ABOUT THIS TASK:
Only lines containing the word "Suiza" are needed; pull them out of the material.

WORKING DATA:
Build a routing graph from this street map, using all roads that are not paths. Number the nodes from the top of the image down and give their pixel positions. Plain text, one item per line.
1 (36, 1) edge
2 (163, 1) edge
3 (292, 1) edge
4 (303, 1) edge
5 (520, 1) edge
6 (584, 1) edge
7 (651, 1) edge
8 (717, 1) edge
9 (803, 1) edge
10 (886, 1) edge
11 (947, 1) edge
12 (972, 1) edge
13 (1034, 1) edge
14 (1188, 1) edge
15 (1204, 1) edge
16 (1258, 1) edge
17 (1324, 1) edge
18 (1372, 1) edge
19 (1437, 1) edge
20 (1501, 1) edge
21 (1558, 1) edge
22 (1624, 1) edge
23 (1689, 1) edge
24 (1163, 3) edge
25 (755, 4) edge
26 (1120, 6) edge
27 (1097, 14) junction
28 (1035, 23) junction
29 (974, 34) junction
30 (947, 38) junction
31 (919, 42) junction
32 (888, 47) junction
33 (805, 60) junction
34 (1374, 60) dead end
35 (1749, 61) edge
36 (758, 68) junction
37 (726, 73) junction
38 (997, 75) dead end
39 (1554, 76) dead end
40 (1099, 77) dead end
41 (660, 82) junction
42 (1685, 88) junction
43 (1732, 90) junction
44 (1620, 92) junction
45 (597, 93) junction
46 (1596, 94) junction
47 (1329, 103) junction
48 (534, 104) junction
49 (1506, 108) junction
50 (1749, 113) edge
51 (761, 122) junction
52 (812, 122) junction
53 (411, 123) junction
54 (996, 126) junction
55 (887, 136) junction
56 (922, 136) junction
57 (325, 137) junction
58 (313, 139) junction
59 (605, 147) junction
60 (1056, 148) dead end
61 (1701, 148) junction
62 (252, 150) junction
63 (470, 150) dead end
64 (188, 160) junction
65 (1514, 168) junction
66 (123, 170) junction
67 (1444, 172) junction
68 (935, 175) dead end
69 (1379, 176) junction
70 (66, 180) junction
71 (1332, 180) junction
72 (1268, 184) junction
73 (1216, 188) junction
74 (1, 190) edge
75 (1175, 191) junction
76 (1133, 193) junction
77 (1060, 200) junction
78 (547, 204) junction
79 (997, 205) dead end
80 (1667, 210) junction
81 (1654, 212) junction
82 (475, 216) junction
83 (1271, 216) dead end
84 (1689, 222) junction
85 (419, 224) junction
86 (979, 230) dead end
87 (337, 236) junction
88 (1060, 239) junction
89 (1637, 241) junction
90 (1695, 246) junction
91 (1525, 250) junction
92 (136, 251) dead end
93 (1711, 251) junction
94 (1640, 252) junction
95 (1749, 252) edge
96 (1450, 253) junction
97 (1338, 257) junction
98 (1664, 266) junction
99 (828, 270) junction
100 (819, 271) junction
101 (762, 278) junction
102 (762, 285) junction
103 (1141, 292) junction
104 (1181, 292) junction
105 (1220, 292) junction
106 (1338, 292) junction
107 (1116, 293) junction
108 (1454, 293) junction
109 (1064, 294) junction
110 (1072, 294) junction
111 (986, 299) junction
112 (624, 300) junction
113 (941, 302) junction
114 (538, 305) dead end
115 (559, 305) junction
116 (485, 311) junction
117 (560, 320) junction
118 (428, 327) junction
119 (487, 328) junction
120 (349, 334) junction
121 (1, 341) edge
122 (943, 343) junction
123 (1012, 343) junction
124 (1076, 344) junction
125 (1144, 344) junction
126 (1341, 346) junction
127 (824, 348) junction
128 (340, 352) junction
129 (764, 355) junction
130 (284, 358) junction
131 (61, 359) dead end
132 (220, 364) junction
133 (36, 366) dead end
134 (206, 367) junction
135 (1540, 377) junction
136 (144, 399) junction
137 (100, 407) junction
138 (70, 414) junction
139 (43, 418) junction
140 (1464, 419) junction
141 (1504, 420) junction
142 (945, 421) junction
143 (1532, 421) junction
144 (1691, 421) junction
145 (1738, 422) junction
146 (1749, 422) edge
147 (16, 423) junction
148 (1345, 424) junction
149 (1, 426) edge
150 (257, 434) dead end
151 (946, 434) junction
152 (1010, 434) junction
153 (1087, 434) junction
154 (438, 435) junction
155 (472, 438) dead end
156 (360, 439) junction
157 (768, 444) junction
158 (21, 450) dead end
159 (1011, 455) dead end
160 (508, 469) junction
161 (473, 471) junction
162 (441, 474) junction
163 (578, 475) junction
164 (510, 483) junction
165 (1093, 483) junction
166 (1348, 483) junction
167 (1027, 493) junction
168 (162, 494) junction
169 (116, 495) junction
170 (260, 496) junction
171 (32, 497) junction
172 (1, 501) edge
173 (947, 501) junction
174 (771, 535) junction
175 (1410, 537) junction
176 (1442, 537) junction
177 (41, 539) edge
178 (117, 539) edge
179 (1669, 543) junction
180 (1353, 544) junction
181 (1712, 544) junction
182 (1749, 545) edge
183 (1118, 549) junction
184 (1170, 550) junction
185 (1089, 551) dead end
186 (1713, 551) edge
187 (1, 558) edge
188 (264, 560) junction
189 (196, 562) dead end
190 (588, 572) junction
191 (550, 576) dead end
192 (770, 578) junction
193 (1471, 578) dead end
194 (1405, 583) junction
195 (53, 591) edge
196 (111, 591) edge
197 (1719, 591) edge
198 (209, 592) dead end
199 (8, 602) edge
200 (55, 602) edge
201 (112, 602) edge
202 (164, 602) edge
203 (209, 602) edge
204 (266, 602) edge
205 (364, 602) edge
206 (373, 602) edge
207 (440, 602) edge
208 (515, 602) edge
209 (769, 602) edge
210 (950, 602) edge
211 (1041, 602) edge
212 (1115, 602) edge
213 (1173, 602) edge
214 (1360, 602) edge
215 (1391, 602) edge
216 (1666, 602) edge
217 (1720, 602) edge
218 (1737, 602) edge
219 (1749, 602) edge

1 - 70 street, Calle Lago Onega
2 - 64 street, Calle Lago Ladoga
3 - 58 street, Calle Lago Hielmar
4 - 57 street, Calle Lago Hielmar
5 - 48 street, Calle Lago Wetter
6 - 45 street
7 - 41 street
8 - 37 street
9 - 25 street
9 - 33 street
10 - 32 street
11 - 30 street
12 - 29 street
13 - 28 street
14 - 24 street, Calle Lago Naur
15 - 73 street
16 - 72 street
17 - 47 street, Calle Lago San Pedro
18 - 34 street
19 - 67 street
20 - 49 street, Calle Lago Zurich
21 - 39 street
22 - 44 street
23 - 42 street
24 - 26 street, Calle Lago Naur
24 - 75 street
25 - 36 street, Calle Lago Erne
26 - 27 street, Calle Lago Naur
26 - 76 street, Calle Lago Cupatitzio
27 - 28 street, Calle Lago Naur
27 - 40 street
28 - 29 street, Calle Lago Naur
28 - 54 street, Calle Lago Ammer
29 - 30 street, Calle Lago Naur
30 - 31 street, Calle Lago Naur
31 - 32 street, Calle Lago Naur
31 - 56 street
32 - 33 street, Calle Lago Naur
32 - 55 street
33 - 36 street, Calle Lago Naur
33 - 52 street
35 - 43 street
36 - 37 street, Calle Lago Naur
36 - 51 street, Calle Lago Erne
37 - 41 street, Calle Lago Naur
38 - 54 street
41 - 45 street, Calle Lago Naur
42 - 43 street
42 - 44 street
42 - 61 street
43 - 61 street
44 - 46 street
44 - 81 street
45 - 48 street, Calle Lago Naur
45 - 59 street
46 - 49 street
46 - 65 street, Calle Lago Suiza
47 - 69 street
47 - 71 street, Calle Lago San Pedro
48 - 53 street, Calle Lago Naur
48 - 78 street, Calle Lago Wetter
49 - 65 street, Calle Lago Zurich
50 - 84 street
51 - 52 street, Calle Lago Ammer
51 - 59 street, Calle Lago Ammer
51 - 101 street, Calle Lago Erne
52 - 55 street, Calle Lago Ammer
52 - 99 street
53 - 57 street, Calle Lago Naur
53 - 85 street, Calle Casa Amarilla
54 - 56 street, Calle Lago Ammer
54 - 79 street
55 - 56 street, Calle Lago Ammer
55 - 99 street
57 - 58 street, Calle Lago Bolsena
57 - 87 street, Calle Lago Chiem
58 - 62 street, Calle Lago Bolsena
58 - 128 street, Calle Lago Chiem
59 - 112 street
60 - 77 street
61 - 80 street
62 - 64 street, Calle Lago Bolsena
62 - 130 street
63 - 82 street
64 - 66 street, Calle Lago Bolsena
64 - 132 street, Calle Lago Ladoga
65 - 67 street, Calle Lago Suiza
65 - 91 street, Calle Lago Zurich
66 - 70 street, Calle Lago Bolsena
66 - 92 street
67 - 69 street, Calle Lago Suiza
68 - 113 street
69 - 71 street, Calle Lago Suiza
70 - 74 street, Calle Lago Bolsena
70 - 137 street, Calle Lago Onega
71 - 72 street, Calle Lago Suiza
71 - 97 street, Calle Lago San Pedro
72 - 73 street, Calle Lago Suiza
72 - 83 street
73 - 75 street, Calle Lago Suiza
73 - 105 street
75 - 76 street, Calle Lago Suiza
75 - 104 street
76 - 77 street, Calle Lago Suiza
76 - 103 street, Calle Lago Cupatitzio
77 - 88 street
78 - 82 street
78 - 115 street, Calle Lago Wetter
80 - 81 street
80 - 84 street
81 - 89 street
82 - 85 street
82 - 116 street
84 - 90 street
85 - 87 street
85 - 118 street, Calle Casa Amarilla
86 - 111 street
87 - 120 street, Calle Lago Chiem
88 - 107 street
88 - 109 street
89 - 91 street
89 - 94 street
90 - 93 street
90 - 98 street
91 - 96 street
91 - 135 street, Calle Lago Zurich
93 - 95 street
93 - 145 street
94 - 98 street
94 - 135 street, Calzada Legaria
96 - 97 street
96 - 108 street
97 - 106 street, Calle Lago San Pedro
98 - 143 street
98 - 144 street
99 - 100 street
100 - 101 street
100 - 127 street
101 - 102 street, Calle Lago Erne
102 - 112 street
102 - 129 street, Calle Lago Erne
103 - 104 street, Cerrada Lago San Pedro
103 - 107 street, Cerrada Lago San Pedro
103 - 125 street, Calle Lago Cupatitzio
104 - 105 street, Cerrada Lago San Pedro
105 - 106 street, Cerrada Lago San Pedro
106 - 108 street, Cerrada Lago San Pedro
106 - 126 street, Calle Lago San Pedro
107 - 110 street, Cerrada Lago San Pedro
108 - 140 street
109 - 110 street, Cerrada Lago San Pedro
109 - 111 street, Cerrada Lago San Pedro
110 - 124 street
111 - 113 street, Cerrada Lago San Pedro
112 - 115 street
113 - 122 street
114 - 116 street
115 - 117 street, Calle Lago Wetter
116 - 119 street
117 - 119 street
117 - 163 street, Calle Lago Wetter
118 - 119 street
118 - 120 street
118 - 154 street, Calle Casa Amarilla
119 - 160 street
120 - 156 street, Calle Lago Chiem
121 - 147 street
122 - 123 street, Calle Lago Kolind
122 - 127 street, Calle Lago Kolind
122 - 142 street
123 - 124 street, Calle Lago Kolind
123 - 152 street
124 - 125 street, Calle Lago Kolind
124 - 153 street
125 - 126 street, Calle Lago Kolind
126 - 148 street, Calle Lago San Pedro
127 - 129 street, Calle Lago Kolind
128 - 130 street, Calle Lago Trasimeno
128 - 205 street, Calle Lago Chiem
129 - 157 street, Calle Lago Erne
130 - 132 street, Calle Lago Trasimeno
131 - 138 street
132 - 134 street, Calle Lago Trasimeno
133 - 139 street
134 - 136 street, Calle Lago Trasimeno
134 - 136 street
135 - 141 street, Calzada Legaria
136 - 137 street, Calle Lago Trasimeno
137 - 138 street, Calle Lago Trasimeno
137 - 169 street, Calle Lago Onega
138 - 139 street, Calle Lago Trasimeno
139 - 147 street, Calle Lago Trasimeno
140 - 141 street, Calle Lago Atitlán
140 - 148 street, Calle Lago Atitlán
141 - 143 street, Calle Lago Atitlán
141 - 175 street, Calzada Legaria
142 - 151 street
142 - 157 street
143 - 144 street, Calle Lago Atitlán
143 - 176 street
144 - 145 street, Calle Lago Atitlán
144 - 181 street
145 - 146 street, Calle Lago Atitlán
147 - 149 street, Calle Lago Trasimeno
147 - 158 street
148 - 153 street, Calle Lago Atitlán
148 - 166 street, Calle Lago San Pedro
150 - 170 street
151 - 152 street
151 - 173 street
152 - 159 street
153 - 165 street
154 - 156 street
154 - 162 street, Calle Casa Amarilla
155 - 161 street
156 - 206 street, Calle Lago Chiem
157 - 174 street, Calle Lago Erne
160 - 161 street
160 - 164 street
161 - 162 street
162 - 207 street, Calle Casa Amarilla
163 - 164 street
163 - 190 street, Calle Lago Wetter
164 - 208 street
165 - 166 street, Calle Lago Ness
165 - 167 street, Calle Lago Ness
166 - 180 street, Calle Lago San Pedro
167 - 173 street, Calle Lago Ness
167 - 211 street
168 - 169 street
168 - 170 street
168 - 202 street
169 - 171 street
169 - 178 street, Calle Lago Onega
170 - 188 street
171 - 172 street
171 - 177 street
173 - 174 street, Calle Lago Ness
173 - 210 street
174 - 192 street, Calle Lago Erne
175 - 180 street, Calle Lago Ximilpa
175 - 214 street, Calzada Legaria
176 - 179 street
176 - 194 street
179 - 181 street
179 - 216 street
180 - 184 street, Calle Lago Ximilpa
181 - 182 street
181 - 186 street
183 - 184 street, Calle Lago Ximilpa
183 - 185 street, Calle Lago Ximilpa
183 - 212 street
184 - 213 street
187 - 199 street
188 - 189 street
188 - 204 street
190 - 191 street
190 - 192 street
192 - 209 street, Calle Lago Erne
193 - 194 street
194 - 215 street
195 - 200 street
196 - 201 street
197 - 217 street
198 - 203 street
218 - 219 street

TASK SOLUTION:
46 - 65 street, Calle Lago Suiza
65 - 67 street, Calle Lago Suiza
67 - 69 street, Calle Lago Suiza
69 - 71 street, Calle Lago Suiza
71 - 72 street, Calle Lago Suiza
72 - 73 street, Calle Lago Suiza
73 - 75 street, Calle Lago Suiza
75 - 76 street, Calle Lago Suiza
76 - 77 street, Calle Lago Suiza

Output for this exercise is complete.